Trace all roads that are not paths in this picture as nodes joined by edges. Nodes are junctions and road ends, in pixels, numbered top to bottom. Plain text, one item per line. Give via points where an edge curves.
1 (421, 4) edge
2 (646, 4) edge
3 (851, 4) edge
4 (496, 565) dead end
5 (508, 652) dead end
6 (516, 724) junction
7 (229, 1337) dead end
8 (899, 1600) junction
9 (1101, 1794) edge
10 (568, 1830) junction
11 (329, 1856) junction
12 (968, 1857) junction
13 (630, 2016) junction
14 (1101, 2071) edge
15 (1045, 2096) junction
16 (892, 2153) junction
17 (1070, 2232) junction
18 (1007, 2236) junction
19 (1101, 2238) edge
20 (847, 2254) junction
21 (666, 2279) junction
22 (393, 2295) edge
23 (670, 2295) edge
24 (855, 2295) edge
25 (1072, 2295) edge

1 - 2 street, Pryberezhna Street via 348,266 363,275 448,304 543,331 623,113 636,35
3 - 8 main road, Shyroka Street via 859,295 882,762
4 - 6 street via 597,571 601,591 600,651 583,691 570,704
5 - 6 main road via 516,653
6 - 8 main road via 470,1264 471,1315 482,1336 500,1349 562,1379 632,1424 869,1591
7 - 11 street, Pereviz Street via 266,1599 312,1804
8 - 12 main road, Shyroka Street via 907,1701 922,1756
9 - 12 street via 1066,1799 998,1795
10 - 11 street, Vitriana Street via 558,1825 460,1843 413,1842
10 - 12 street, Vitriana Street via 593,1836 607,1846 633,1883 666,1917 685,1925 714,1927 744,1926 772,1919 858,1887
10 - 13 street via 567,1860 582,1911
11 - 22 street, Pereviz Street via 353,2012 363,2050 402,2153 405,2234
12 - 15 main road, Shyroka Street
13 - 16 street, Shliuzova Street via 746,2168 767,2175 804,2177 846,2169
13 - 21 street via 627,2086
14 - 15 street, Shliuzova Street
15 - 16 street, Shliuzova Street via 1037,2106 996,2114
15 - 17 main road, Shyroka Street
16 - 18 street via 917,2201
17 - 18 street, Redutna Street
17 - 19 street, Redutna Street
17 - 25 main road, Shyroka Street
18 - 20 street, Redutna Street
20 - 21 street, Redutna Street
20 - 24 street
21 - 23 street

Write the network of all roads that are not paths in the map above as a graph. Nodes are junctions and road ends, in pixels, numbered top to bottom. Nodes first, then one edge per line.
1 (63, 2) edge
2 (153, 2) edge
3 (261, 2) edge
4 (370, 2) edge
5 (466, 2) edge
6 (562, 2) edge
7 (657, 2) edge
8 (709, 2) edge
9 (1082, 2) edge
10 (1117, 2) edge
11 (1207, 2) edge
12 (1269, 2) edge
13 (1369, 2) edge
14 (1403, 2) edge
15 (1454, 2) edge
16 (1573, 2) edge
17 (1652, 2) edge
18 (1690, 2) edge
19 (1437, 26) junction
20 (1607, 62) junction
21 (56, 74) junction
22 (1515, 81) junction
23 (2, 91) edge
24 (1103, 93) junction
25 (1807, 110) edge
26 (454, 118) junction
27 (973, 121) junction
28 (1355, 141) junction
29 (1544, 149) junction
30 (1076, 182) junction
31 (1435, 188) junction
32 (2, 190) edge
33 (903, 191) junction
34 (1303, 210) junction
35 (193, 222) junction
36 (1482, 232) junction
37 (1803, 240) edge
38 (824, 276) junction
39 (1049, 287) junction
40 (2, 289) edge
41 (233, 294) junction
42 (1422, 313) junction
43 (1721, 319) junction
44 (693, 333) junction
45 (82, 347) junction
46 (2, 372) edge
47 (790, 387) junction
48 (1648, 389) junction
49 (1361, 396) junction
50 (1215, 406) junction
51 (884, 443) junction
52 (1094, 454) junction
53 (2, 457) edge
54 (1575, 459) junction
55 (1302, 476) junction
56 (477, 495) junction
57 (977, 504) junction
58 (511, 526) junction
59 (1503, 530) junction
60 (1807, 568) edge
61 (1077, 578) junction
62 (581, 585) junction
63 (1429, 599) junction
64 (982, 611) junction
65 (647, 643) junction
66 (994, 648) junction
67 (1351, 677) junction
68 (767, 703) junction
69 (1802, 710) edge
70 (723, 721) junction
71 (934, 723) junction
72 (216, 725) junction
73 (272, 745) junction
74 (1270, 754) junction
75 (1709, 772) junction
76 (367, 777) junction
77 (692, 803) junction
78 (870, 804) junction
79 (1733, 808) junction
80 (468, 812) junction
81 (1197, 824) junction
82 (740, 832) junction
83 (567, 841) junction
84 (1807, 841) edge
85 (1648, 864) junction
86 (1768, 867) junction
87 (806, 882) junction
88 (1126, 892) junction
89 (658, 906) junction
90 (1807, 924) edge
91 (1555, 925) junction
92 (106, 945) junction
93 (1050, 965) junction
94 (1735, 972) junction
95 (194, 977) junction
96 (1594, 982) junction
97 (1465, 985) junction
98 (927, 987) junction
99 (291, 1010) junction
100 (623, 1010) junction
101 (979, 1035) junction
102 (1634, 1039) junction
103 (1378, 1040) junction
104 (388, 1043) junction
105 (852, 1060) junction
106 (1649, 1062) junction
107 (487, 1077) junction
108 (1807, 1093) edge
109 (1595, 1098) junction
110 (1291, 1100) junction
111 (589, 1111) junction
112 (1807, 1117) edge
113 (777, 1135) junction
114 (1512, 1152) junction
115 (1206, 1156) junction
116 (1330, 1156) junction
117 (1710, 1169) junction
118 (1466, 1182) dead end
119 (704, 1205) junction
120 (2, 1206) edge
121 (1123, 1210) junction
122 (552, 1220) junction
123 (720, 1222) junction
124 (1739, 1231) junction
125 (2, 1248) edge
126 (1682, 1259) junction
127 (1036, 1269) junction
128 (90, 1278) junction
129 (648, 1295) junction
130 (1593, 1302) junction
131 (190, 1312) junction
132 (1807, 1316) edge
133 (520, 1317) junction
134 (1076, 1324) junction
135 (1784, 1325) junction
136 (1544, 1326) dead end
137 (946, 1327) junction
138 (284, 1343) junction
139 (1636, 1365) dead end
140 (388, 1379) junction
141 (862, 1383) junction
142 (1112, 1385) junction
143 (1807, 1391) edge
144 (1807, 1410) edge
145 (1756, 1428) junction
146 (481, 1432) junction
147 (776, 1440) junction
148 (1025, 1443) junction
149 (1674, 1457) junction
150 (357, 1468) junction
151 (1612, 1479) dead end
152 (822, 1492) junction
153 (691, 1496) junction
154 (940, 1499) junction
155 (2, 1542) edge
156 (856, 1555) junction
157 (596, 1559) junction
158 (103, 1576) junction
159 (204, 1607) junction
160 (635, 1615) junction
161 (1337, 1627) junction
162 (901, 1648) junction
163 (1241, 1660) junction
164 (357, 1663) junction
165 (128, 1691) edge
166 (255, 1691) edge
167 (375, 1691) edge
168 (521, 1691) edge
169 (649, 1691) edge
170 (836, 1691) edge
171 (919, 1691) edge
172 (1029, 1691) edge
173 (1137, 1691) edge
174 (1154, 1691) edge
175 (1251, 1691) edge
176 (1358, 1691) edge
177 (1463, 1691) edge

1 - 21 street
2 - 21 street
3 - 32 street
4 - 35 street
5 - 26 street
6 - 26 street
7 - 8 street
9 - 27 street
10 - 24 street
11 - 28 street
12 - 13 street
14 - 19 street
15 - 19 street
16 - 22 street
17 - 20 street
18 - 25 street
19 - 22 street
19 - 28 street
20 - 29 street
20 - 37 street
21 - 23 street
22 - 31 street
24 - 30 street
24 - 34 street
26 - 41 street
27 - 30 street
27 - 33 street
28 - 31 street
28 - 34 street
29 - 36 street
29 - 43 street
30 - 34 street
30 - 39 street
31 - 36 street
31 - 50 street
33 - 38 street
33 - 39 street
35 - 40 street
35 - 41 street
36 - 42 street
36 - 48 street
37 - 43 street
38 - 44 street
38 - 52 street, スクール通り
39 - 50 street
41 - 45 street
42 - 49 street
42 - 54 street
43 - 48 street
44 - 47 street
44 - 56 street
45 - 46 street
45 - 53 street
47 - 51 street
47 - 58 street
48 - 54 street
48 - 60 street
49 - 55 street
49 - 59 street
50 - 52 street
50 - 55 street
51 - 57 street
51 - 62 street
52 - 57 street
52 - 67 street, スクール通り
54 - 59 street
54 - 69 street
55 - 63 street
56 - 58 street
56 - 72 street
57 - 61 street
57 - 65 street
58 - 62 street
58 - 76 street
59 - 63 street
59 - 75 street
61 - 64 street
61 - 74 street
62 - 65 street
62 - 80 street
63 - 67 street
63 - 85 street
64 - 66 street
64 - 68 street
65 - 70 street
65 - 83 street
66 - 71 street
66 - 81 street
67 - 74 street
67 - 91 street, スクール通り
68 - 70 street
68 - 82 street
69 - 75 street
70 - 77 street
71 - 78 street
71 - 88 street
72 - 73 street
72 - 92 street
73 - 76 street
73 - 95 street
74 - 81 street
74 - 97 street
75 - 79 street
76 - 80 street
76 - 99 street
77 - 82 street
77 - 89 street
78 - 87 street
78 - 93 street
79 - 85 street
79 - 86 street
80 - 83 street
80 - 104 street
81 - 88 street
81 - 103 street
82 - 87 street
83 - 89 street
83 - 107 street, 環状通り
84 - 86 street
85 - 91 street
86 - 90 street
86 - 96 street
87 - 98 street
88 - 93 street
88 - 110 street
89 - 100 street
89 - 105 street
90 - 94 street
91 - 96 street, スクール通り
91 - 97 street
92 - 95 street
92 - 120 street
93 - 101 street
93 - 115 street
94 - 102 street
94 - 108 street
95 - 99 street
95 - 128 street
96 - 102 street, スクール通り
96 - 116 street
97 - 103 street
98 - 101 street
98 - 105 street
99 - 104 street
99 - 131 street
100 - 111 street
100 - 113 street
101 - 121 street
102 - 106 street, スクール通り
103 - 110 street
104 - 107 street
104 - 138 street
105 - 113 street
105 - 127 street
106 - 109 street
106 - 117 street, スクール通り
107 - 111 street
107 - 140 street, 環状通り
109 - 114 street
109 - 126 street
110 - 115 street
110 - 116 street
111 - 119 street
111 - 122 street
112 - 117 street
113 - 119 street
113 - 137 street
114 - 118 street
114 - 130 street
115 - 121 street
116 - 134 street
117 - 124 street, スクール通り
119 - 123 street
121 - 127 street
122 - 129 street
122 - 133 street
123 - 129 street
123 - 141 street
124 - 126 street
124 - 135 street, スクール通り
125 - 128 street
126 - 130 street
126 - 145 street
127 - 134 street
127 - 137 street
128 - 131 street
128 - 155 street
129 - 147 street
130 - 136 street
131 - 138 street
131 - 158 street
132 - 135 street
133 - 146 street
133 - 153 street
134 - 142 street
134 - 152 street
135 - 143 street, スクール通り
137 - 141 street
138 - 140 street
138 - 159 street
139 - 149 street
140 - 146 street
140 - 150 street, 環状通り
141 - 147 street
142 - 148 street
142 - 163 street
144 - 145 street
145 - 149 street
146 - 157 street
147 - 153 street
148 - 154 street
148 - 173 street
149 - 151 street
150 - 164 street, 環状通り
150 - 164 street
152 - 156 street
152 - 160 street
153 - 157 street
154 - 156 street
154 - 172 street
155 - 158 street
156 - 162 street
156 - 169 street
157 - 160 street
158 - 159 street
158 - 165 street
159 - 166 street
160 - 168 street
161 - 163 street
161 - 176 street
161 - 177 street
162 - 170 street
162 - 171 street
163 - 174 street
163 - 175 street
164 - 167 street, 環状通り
########
PROBLEM STATEMENT – Say how many lines in the records hold the word "main", giving the number by itself.

EXPECTED ANSWER – 7